このようにカゴに布を入れて頭に載せて売っている人もいます。
カゴで売っている人は村でも見かけるし、たまに学校にも売りにきます。

 

 


▼売っている布の種類:感覚

 

アフリカ布の特徴はなんといってもその特徴的な 柄。

言葉では表現しづらいのですが…

こんな感じ!!!(これは友達にプレゼントした布詰め合わせ~♪)

無数にある柄のなかから気に入った柄を買うことは当然ですが、もちろん布によって品質や値段も変わってきます。

 

布はヤード単位で購入できます。(1ヤード=1メートル弱)

値段は1ヤードあたり、最安値で6セディ、一般的なもので10セディ、ちょっと高くて15セディ、ブランド物で20セディ超えるぐらい。(1セディ=約20円)

 

最安値のなんかは本当にペラッペラで 紙か?と思うようなあからさまな安物もあります。
粗悪品はやはり色落ちも早いし、プリント柄のにじみや色写りも発生します。ただ、安物は安物なりに使っているうちになじんでくるので、これはこれでアリだなぁという感じも 正直 無きにしも非ず。。

逆にブランド物(Woodin)は、ハイブランド化しているだけありイマドキの柄でめっちゃ可愛いんだけど、マーケットや近所のおばちゃんでWoodinを着ているひとはまず見ない。ので個人的には「アフリカ」という親しみを感じられず あまり買わない。。
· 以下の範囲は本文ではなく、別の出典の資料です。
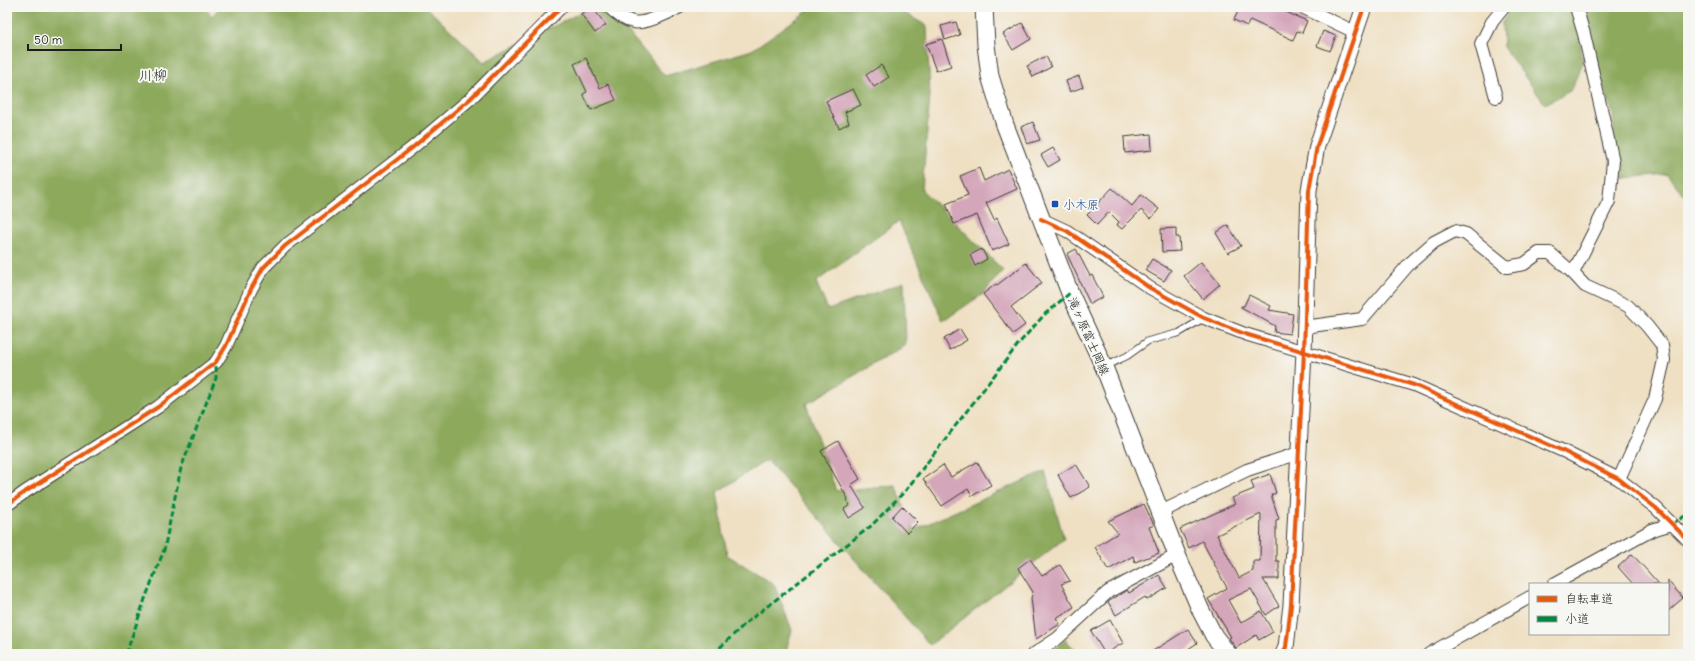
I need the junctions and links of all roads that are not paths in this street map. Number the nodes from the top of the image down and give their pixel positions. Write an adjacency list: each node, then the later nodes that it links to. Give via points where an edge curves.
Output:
1 (561, 7): 19 (street, via 470,99 412,148 285,246 263,268 216,362 158,407)
2 (609, 7): 3 (street, via 634,23 658,18)
3 (680, 7)
4 (984, 7): 11 (main road, 滝ヶ原富士岡線, via 990,76 1005,125)
5 (1302, 7): 9 (street)
6 (1364, 7): 9 (street)
7 (1504, 7): 10 (street, via 1492,22 1481,44)
8 (1576, 7): 12 (street, via 1613,161 1609,201)
9 (1355, 32): 14 (street, via 1317,146 1309,190)
10 (1496, 96)
11 (1041, 219): 13 (street, via 1067,231 1150,288); 16 (main road, 滝ヶ原富士岡線, via 1070,293)
12 (1573, 273): 14 (street, via 1550,253 1538,253 1524,264 1507,267 1466,234 1455,231 1434,242 1409,264 1362,318); 18 (street, via 1585,286 1628,306 1662,345 1664,360 1655,399)
13 (1204, 318): 15 (street); 16 (lane, via 1178,333 1148,341 1127,356)
14 (1304, 327): 15 (street)
15 (1304, 352): 17 (street); 18 (street, via 1414,385 1563,451)
16 (1104, 367): 20 (main road, 滝ヶ原富士岡線)
17 (1299, 453): 20 (street, via 1247,470); 28 (street, via 1291,605)
18 (1619, 479): 21 (street)
19 (7, 505)
20 (1161, 512): 23 (main road, 滝ヶ原富士岡線)
21 (1672, 524): 22 (street); 24 (street, via 1652,530)
22 (1688, 540)
23 (1177, 555): 26 (street, via 1108,592 1058,638); 27 (main road, 滝ヶ原富士岡線, via 1201,611 1214,636)
24 (1556, 583)
25 (1529, 598): 29 (street)
26 (1034, 654)
27 (1228, 654)
28 (1283, 654)
29 (1429, 654)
とまあこの程度の、値段・質感・図柄の「感覚」だけで1年弱も買い物を続けていたわけですが、このまま知ろうとしなければずっと知らないまま終わっていたであろう。。

 

 

しかし「Made in Ghanaのプリント布がある」ということを知ったのをきっかけに、ちゃんと布のことを知らなければ。と、思うようになり。

 

最近では すっかり布事情調査が楽しくなっています!!!

 

調べれば調べるほど どんどん詳しくなってきています。その調査の様子を少しご紹介したいと思います。

以降は「プリント布」に関して話を続けます。
ガーナにはもうひとつ伝統的な?ろうけつ染めの「バティック」布があります。あのKwameの店に並んでいる私のお気に入りのやつです。それはそれで、Kwameの店に卸しているハンドメイド元を辿りたいと思っているので、その暁にはまたご報告をば…

ま、今回は「プリント布」に フォーカス!です!

 

 

 

▼布の種類:本格調査

 

布にもブランド?があって、どこの会社が作っているかで識別されていることは以前からなんとなく理解していました。
あと、布の世界でもそうで、中国から安価なコピー品や粗悪品が出回っていることも知っていました。


じゃあ、実際どんなブランドが出回っているのか?
 

紙とペンを握りしめて布屋を回り「おばちゃんのとこは どこの布を扱っているの?いくらで?」と、聞き込み調査しました。道中たまに布を買い…笑


会社は色々ありますが、代表的で比較しやすいこちらの2種類をピックアップ。

  • HIGH TARGET(中国製品)@10セディ
  • GTP(ガーナ製品)@15セディ


これだけ見ると、私は、安直に手軽さだけを理由に中国製品を買っていた過去の自分を恥じました。

 

実はガーナ製品のほうが手触りが良く、でもプリント布に求められる強さも兼ね備えていて(アフリカでは強さめっちゃ重要)、品質もしっかり保証されています(アフリカ布総本山といえるオランダの会社VLISCOグループ傘下)。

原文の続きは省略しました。